▶ [Work item]: An exact copy of the entries below is required, with all pictures removed.

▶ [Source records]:
------------------------------

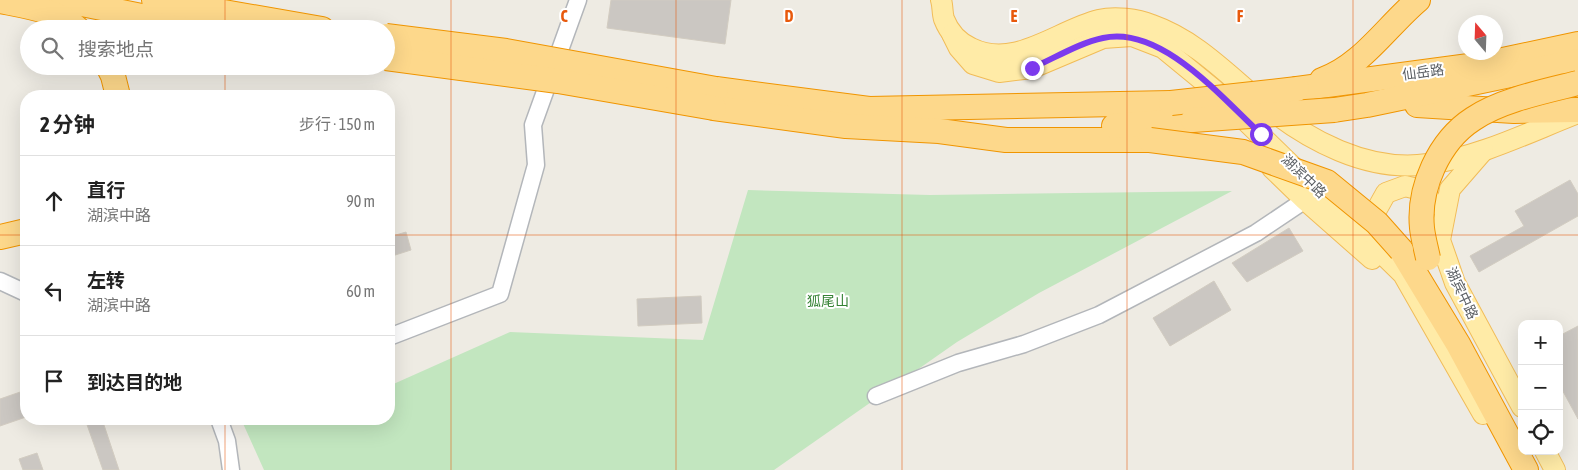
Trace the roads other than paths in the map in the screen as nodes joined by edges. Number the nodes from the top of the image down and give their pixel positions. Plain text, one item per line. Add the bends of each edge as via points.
1 (62, 0) edge
2 (154, 0) edge
3 (578, 0) edge
4 (1418, 0) edge
5 (0, 1) edge
6 (942, 1) edge
7 (67, 20) edge
8 (161, 20) edge
9 (270, 20) edge
10 (952, 34) junction
11 (395, 37) edge
12 (1578, 44) edge
13 (395, 59) edge
14 (1578, 61) edge
15 (111, 75) edge
16 (1578, 83) edge
17 (1297, 89) junction
18 (116, 90) edge
19 (715, 99) junction
20 (1367, 105) junction
21 (1576, 117) edge
22 (939, 131) junction
23 (1261, 134) junction
24 (1483, 151) junction
25 (1305, 200) junction
26 (20, 232) edge
27 (0, 237) edge
28 (1370, 240) junction
29 (1434, 249) junction
30 (1403, 274) junction
31 (0, 281) edge
32 (20, 290) edge
33 (395, 334) edge
34 (876, 396) dead end
35 (1518, 400) edge
36 (221, 425) edge
37 (1518, 425) edge
38 (1535, 455) edge
39 (1547, 455) edge
40 (231, 470) edge
41 (1519, 470) edge
42 (1526, 470) edge
43 (1544, 470) edge
44 (1555, 470) edge

1 - 8 highway
2 - 9 highway
3 - 33 street via 533,125 536,165 500,294
4 - 17 highway via 1355,61 1332,77
5 - 7 highway
6 - 10 main road, 湖滨中路 via 943,17
10 - 23 main road, 湖滨中路 via 973,64 999,72 1032,68 1103,38 1132,36 1163,48 1213,88
10 - 24 main road via 980,53 1002,56 1030,49 1072,28 1101,19 1130,19 1152,25 1197,47 1294,128 1344,153 1390,165 1427,164
11 - 19 highway, bridge via 506,51
12 - 17 highway, 仙岳路 via 1484,64
13 - 19 highway, bridge
14 - 20 highway, 仙岳路
15 - 18 highway
16 - 29 highway, bridge via 1526,95 1473,118 1450,140 1430,174 1423,201 1422,227
17 - 19 highway, bridge via 1171,103 869,109
19 - 22 highway via 846,126
20 - 21 highway via 1454,106
20 - 22 highway, 仙岳路, bridge via 1075,128
21 - 24 main road
22 - 42 highway, bridge via 1006,140 1150,140 1243,152 1326,182 1377,223 1401,250 1458,344
23 - 25 main road via 1272,168
23 - 28 main road, 湖滨中路
24 - 29 main road via 1450,189
25 - 30 main road via 1366,256
25 - 34 street via 1256,233 1098,315 1024,344 958,363
26 - 27 highway
28 - 29 main road, 湖宾中路 via 1372,218 1386,193 1405,186 1425,191 1437,211
28 - 30 main road, 湖滨中路
29 - 35 main road, 湖宾中路
29 - 37 highway via 1436,280
30 - 41 main road, 湖滨中路
31 - 32 street
36 - 40 street
38 - 43 highway
39 - 44 main road

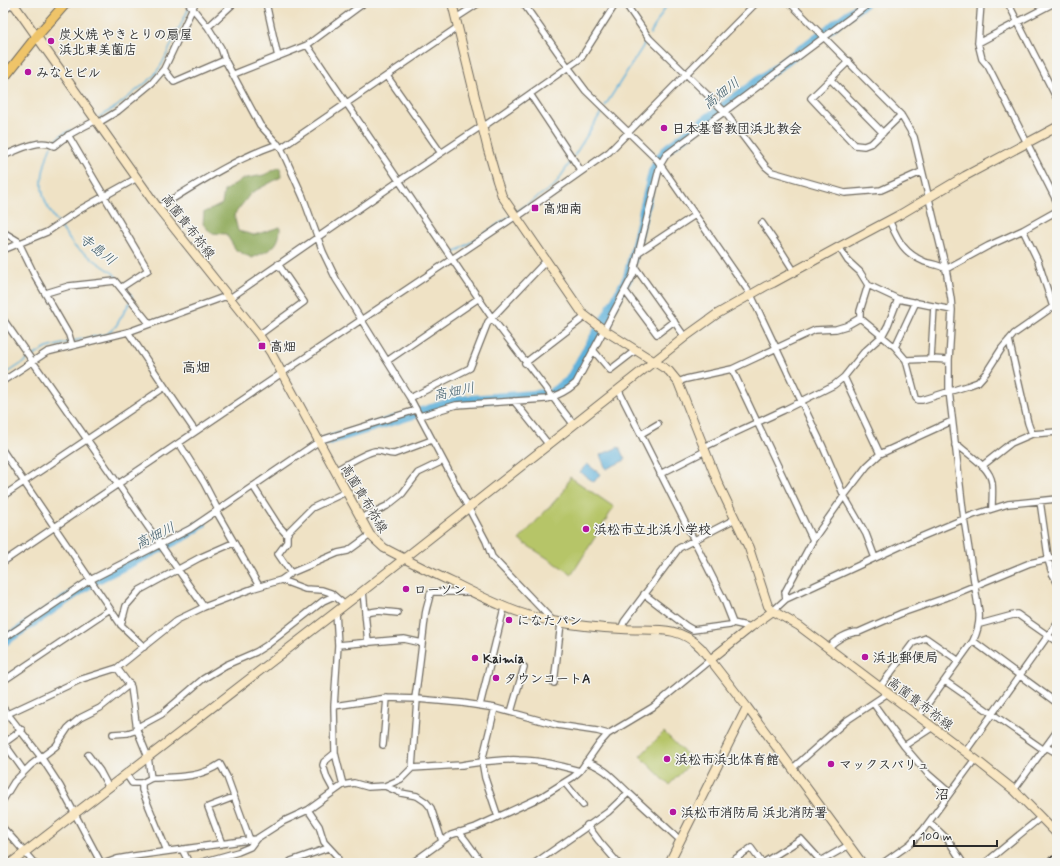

------------------------------

▶ [Solution to this task]:
Trace the roads other than paths in the map in the screen as nodes joined by edges. Number the nodes from the top of the image down and give their pixel positions. Plain text, one item per line. Add the bends of each edge as via points.
1 (62, 0) edge
2 (154, 0) edge
3 (578, 0) edge
4 (1418, 0) edge
5 (0, 1) edge
6 (942, 1) edge
7 (67, 20) edge
8 (161, 20) edge
9 (270, 20) edge
10 (952, 34) junction
11 (395, 37) edge
12 (1578, 44) edge
13 (395, 59) edge
14 (1578, 61) edge
15 (111, 75) edge
16 (1578, 83) edge
17 (1297, 89) junction
18 (116, 90) edge
19 (715, 99) junction
20 (1367, 105) junction
21 (1576, 117) edge
22 (939, 131) junction
23 (1261, 134) junction
24 (1483, 151) junction
25 (1305, 200) junction
26 (20, 232) edge
27 (0, 237) edge
28 (1370, 240) junction
29 (1434, 249) junction
30 (1403, 274) junction
31 (0, 281) edge
32 (20, 290) edge
33 (395, 334) edge
34 (876, 396) dead end
35 (1518, 400) edge
36 (221, 425) edge
37 (1518, 425) edge
38 (1535, 455) edge
39 (1547, 455) edge
40 (231, 470) edge
41 (1519, 470) edge
42 (1526, 470) edge
43 (1544, 470) edge
44 (1555, 470) edge

1 - 8 highway
2 - 9 highway
3 - 33 street via 533,125 536,165 500,294
4 - 17 highway via 1355,61 1332,77
5 - 7 highway
6 - 10 main road, 湖滨中路 via 943,17
10 - 23 main road, 湖滨中路 via 973,64 999,72 1032,68 1103,38 1132,36 1163,48 1213,88
10 - 24 main road via 980,53 1002,56 1030,49 1072,28 1101,19 1130,19 1152,25 1197,47 1294,128 1344,153 1390,165 1427,164
11 - 19 highway, bridge via 506,51
12 - 17 highway, 仙岳路 via 1484,64
13 - 19 highway, bridge
14 - 20 highway, 仙岳路
15 - 18 highway
16 - 29 highway, bridge via 1526,95 1473,118 1450,140 1430,174 1423,201 1422,227
17 - 19 highway, bridge via 1171,103 869,109
19 - 22 highway via 846,126
20 - 21 highway via 1454,106
20 - 22 highway, 仙岳路, bridge via 1075,128
21 - 24 main road
22 - 42 highway, bridge via 1006,140 1150,140 1243,152 1326,182 1377,223 1401,250 1458,344
23 - 25 main road via 1272,168
23 - 28 main road, 湖滨中路
24 - 29 main road via 1450,189
25 - 30 main road via 1366,256
25 - 34 street via 1256,233 1098,315 1024,344 958,363
26 - 27 highway
28 - 29 main road, 湖宾中路 via 1372,218 1386,193 1405,186 1425,191 1437,211
28 - 30 main road, 湖滨中路
29 - 35 main road, 湖宾中路
29 - 37 highway via 1436,280
30 - 41 main road, 湖滨中路
31 - 32 street
36 - 40 street
38 - 43 highway
39 - 44 main road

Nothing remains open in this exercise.